However the decision to incorporate the Maquis into Starfleet wasn't a great story decision - Michael Piller wished to keep them distinct and out of uniform so as to generate tension, just as he'd done for the Bajoran Militia on DS9, but he lost that particular fight.
The Maquis also suffered from being a group whose problems with the Federation were situational - as a group, the only fundamental difference they have with the Federation is disagreeing with the terms of a peace treaty with the Cardassians, a matter of utmost importance in the Demilitarized Zone and along the Cardassian border, but rather academic in the Delta Quadrant, where their difference to Starfleet mostly comes down to being less thoroughly vetted (a sociopath like Brad Dourif's Betazoid serial killer wouldn't have got far in Starfleet.) Granted, Chakotay's spiritualism puts him outside the implied Federation human norm, but it's more his than the Maquis', and we have known of similar tribes (possibly his own tribe) who had been part of the Federation, if a bit isolationist, prior to the DMZ treaty.

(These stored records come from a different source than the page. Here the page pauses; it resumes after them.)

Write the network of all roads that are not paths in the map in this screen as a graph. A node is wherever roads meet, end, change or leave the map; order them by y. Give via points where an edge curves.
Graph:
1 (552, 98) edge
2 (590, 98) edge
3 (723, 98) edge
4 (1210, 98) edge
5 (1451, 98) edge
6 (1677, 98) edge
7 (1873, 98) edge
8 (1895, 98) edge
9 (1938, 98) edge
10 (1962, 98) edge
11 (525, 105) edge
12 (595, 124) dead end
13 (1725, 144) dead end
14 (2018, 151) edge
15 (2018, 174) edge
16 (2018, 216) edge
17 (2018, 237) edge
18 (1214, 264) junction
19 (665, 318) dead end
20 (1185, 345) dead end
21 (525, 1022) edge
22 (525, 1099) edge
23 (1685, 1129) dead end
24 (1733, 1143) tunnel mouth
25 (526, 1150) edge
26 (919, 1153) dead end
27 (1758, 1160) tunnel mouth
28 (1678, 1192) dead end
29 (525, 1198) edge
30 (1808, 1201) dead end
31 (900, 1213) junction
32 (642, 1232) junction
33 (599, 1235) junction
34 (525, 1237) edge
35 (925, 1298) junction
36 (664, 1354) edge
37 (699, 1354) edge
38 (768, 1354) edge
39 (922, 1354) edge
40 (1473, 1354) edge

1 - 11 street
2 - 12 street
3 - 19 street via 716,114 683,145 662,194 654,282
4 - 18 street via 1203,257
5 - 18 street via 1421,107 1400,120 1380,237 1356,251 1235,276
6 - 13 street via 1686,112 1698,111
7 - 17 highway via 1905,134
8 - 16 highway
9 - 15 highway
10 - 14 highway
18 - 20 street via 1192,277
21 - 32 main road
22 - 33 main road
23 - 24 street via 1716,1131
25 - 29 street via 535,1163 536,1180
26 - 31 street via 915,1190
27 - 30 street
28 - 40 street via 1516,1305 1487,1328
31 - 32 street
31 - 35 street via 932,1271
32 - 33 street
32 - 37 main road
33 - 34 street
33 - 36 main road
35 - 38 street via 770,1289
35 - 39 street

So ultimately the Maquis became a more interesting story element in DS9, because relations with the Cardassians were actually relevant to that show, and Seven of Nine - who did not wear a Starfleet uniform, and whose Borg indoctrination gave her a distinctly non-Starfleet perspective and ethos in many situations - wound up providing a more effective tension point for Voyager than the Maquis ever did. (Piller himself would say the show came around when she came onboard, and that was after he'd stopped writing for it.)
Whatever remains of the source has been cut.